Thanks all for your thoughts, please keep 'em coming!
 

Billct2

Active Member
When you charge a "design fee" as a line item the customer will legitimately think since they paid for the design they own the design.
Better to not have that as a line item, and instead have a disclaimer that all designs are your copyrighted property.
 

jc1cell

New Member
All my estimates state that any artwork created is for the sole purpose of producing the specified product. And that it's the property of "ME" and cannot be used for any other purpose but the creation of said product.

I charge for my time creating the art and I charge for the product.
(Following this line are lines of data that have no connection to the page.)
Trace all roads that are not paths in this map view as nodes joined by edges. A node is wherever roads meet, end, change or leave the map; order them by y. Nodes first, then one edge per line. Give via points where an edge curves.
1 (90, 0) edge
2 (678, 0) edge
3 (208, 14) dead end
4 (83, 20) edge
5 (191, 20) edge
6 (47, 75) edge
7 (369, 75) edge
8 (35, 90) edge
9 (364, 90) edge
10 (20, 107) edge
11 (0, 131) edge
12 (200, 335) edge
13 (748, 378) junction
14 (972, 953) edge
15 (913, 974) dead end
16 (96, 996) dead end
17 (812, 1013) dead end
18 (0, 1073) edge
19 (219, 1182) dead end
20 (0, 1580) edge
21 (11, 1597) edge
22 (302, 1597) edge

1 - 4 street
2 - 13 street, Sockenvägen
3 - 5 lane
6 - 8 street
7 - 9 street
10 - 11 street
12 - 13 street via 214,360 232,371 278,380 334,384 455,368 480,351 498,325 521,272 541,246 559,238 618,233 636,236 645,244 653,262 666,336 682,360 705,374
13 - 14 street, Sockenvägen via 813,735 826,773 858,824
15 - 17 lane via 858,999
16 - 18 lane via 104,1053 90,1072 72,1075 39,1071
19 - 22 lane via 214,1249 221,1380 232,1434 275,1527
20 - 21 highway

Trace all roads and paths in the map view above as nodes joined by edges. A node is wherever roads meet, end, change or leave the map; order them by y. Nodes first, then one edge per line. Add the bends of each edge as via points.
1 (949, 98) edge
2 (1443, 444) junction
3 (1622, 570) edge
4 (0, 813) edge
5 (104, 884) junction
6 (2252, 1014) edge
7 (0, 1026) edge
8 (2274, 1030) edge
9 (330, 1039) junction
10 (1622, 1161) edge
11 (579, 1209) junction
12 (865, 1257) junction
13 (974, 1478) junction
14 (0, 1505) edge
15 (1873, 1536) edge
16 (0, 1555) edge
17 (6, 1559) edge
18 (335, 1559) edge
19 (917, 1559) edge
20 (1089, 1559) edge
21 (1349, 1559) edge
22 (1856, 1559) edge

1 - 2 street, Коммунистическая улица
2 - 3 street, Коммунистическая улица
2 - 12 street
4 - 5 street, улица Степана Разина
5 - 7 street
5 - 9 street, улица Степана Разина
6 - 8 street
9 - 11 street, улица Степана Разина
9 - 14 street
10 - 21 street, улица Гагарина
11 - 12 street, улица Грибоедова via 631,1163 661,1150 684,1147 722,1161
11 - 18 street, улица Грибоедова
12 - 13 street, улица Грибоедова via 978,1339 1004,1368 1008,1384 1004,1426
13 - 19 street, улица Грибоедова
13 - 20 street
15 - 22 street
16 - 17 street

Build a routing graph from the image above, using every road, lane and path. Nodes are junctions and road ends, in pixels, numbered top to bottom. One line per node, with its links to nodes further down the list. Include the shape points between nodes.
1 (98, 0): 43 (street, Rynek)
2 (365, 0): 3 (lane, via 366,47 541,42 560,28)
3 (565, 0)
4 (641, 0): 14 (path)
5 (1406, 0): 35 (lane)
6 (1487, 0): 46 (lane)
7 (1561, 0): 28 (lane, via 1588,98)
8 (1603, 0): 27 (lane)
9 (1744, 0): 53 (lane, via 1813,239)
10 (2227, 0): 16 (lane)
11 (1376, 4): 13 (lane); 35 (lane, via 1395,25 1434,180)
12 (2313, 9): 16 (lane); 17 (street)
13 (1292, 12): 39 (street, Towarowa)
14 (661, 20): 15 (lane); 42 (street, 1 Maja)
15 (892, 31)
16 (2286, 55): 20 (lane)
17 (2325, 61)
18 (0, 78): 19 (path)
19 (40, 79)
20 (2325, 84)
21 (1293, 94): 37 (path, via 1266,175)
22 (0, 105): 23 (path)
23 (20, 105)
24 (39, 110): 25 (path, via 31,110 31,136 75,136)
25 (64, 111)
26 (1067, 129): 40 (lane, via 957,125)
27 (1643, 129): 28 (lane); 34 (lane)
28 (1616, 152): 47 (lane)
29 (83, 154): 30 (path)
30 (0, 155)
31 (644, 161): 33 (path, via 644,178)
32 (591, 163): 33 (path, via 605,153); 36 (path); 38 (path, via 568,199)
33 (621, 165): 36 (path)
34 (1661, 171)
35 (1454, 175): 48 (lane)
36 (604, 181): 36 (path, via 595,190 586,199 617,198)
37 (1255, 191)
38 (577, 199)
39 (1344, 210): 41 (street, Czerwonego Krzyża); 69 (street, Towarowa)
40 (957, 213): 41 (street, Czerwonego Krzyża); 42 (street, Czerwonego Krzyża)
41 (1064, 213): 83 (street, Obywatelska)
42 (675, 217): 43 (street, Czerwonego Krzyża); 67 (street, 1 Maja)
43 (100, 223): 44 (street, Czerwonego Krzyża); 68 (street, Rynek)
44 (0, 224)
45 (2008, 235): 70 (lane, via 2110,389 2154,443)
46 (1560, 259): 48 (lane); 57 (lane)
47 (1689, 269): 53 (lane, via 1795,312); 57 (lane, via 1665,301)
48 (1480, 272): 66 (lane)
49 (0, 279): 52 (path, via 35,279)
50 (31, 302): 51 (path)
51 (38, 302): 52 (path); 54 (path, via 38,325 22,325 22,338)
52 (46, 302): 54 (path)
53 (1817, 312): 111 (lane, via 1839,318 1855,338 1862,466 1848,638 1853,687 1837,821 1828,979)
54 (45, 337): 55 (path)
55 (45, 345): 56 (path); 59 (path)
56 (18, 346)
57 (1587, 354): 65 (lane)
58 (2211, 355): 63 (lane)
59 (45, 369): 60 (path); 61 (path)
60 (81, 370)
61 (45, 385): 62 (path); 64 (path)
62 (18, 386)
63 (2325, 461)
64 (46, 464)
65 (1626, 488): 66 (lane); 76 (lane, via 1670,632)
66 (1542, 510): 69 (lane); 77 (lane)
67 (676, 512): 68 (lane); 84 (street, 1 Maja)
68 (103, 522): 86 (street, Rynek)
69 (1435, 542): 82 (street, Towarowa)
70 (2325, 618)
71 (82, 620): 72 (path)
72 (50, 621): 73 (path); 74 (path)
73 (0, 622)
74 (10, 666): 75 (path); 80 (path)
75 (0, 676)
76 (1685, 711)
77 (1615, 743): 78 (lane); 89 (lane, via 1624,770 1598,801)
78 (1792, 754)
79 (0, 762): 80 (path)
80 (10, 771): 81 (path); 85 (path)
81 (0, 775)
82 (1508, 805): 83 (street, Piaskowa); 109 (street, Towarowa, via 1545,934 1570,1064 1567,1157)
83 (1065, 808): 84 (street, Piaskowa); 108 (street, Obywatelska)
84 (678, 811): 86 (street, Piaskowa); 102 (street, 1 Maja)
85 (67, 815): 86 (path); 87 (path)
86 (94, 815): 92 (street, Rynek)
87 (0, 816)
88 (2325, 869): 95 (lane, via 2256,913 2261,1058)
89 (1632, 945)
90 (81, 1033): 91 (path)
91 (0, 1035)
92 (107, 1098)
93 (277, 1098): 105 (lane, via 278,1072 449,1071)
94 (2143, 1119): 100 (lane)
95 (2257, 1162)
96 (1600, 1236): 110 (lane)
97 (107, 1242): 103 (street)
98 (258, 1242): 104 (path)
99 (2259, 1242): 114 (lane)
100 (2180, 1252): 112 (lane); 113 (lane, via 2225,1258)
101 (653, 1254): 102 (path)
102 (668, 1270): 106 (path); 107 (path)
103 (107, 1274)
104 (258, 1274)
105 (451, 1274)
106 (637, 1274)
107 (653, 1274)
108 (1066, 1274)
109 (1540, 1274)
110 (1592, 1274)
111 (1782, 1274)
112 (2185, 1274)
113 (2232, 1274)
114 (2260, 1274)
If they want the artwork for use at another place, I set a cost based on the type of file they want (vector or pixel).

Never had anyone complain.

jc
 

mark galoob

New Member
dude, just give them the files and send them on their way...they paid you to design it for them, they own it plain and simple...

better to let them leave on a good note maybe they will come back...


if you did the design for free, i would not give the file...

mark galoob
 

ucmj22

New Member
dude, just give them the files and send them on their way...they paid you to design it for them, they own it plain and simple...

better to let them leave on a good note maybe they will come back...


if you did the design for free, i would not give the file...

mark galoob

Not even close, The value of labor time, and artwork copyright are 2 totally seperate issues.
 

signage

New Member
dude, just give them the files and send them on their way...they paid you to design it for them, they own it plain and simple...

better to let them leave on a good note maybe they will come back...


if you did the design for free, i would not give the file...

mark galoob


They do not own the rights to the artwork! You as the artist/designer own the rights. Do to people in this trade feeling like you we all have problems with the way customers feel! STOP GIVING YOUR ARTWORK AWAY FOR FREE!!!!!
 

westpointsigns

New Member
100%... i'm with mike!

Ditto

If they paid you for the artwork, it's theirs. If they only paid you only for the production of the cards then the artwork is yours.

I don't care what the customer does with it after they pay for it they can have as many different types and sizes of files they want.
 

skyhigh

New Member
They paid for the design time, but not for unlimited reproduction rights. .

:help Unlimited reproduction rights? Not the same thing at all. The customer paid for the design. At the very LEAST give them a high-rez (rasterized) pdf. I'm leaning towards the full vector version.

it would be the same as a stock image
The equivalent would be like paying istock a large sum to acquire a picture they didn't have on their site, then paying a fee each time you wanted to use it.